PORT-AU-PRINCE, Haiti — In a tent serving as an acute-care ward on the grounds of this city’s biggest hospital, Jocelin François was sitting up in bed when a nurse went by, barking at him in French. Mr. François, whose left leg was amputated nearly to his knee after the earthquake on Jan. 12, threw out his arms and fell back on the mattress.

“She said I have to go home,” Mr. François, 26, said. “I don’t want to leave until I can walk. I am weak. I have no place to go.”

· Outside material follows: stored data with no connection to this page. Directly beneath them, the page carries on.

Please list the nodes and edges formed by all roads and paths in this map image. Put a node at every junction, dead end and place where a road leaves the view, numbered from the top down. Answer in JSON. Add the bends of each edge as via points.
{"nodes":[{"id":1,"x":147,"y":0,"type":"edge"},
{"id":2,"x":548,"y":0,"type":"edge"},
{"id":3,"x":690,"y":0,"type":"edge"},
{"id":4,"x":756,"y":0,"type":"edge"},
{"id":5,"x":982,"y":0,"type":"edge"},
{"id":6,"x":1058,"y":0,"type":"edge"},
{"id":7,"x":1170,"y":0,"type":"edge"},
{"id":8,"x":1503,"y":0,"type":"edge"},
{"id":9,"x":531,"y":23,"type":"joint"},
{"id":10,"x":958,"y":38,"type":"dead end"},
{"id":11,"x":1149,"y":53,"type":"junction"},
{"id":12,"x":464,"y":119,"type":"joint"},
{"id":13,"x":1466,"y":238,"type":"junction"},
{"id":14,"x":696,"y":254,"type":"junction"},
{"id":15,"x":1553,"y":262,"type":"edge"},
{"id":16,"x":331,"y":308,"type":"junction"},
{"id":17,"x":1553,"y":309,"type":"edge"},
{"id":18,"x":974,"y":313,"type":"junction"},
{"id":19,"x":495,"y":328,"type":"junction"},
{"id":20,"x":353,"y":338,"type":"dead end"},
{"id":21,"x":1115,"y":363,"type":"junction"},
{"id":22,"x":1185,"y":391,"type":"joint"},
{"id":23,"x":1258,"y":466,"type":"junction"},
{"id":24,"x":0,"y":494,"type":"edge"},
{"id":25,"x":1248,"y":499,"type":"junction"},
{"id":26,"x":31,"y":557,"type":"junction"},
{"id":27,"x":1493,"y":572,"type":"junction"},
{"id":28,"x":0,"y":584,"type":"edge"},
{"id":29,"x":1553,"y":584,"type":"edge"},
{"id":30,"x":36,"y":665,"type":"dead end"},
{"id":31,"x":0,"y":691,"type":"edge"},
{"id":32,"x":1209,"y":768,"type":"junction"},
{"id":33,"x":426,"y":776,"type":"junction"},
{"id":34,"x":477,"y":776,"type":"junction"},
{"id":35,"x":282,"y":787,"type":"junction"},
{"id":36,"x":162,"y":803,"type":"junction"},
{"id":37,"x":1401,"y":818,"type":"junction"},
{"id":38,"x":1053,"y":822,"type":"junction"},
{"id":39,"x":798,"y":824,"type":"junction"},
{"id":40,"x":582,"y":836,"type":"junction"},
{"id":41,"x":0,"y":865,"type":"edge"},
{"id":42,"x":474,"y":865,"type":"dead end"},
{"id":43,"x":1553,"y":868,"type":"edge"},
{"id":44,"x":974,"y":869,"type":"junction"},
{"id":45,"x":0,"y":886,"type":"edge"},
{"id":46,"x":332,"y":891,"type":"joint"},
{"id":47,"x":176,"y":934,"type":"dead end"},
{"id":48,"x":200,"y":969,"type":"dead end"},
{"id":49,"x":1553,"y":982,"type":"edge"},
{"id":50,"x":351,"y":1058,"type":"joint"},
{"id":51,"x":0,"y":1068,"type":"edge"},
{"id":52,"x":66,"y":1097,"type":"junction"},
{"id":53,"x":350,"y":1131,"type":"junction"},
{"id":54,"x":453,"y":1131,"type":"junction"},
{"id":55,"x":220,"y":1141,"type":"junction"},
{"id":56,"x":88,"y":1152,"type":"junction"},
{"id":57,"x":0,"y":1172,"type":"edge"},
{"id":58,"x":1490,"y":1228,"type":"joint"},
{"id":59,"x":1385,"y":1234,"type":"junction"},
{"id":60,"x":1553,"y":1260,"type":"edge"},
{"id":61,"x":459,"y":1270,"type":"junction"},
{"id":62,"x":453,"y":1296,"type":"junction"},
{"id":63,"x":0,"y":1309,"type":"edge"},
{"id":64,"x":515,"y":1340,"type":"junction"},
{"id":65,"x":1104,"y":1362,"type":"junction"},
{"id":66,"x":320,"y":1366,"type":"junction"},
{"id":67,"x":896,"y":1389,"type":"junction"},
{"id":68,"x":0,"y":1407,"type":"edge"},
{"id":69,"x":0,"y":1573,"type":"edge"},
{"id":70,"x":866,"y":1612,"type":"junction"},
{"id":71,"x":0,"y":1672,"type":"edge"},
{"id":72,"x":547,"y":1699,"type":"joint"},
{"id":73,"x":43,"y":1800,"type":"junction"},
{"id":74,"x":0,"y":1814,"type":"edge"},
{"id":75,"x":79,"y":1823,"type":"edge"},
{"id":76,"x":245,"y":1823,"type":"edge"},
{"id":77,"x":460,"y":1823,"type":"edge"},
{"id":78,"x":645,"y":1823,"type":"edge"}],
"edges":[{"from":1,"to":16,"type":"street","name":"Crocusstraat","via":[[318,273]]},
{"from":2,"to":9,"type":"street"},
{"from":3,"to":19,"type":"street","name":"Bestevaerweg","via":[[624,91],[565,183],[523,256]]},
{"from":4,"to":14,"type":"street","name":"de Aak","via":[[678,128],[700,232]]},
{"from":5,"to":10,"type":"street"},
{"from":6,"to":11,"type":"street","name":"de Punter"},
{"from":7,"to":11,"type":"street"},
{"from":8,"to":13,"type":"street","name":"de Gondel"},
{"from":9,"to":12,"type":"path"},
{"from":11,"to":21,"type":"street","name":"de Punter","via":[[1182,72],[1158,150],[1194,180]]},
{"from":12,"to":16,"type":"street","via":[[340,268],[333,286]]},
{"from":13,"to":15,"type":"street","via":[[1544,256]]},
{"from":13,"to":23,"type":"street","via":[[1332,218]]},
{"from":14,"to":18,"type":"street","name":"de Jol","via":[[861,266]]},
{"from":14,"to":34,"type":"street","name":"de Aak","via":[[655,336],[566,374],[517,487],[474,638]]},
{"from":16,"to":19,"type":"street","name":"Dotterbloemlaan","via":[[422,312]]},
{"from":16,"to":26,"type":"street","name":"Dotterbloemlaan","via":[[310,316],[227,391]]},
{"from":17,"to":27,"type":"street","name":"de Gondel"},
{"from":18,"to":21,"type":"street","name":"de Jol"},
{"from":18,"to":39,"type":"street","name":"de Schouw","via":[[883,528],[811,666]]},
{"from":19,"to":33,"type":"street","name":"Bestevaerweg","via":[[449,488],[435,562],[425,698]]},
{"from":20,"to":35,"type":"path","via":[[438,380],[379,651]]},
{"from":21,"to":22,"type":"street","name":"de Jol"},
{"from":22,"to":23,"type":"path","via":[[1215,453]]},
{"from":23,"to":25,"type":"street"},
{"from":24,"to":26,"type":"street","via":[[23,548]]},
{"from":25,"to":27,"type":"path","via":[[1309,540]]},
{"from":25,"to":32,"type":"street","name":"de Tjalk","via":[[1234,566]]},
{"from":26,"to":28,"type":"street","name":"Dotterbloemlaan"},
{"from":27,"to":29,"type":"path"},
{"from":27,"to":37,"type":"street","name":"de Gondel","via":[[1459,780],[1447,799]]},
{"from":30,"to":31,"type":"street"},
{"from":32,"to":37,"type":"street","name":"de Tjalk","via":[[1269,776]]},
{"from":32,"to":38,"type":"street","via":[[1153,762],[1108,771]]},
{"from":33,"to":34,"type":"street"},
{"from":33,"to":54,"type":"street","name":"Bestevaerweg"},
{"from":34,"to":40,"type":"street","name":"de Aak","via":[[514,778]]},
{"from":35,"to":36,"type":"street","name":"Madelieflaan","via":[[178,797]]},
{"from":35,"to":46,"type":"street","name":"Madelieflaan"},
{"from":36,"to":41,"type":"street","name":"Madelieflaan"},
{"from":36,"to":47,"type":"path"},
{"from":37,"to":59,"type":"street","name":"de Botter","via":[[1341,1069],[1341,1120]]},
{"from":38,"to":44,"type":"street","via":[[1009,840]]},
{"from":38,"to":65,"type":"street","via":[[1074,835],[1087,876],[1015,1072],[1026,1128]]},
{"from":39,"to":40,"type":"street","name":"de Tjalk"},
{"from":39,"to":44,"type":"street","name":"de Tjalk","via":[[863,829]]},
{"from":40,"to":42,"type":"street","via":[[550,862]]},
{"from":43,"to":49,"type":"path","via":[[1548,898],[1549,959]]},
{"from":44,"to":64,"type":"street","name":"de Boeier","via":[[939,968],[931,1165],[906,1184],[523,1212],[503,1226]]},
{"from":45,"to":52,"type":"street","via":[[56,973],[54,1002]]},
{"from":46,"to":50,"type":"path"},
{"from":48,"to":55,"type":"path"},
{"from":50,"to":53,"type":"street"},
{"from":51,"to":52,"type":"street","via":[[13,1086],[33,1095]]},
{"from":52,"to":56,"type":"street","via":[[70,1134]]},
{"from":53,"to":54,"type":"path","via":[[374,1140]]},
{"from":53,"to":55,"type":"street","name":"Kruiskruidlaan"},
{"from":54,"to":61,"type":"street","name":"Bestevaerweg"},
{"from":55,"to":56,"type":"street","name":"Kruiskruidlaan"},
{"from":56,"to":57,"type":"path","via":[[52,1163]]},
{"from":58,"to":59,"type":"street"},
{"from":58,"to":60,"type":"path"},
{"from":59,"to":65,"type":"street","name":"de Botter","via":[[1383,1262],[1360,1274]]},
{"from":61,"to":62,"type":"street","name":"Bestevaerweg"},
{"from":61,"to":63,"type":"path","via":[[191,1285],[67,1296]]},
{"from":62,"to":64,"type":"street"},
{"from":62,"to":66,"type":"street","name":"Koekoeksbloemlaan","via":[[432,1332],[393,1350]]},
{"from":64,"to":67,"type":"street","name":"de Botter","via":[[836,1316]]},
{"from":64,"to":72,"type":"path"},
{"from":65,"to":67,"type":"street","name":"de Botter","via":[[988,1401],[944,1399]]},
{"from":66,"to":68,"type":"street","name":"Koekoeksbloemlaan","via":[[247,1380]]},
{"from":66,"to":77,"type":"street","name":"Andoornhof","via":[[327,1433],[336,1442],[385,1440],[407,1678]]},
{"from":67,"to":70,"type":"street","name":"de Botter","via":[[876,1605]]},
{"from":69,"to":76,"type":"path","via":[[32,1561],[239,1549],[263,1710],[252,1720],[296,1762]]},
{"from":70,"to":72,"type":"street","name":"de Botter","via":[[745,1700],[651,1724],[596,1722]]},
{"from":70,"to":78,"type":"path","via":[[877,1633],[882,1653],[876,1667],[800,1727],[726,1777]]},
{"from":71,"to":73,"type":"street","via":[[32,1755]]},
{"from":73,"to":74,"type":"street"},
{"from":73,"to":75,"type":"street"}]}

A doctor, sensing some confusion, intervened. “We’re not telling him he has to go home,” the doctor, Rose Antoine, 33, a native of Haiti who now lives in Pennsylvania, explained to a reporter. “We’re only telling him that this is an acute ward and we need the bed. We’re trying to find a step-down unit where he can go to.”

Nearly two weeks after the 7.0-magnitude earthquake that devastated Port-au-Prince, the immediate health crisis, which involved treating the injuries of people who were crushed by collapsing buildings and amputating damaged limbs, has begun to settle into a new phase. This one is perhaps even more daunting: caring for thousands of post-operation trauma patients who are ready to leave the hospitals, but lack homes or families to go home to. Many will require prosthetic limbs, frequent wound cleanings, bandage changes and months of rehabilitation.




Read more: http://www.nytimes.com/2010/01/25/world/americas/25amputee.html



So now thousands of Haitians are in the same situation as uninsured American patients. (Except that they're also homeless.) Stabilized. But who provides and pays for follow up care and prosthetics?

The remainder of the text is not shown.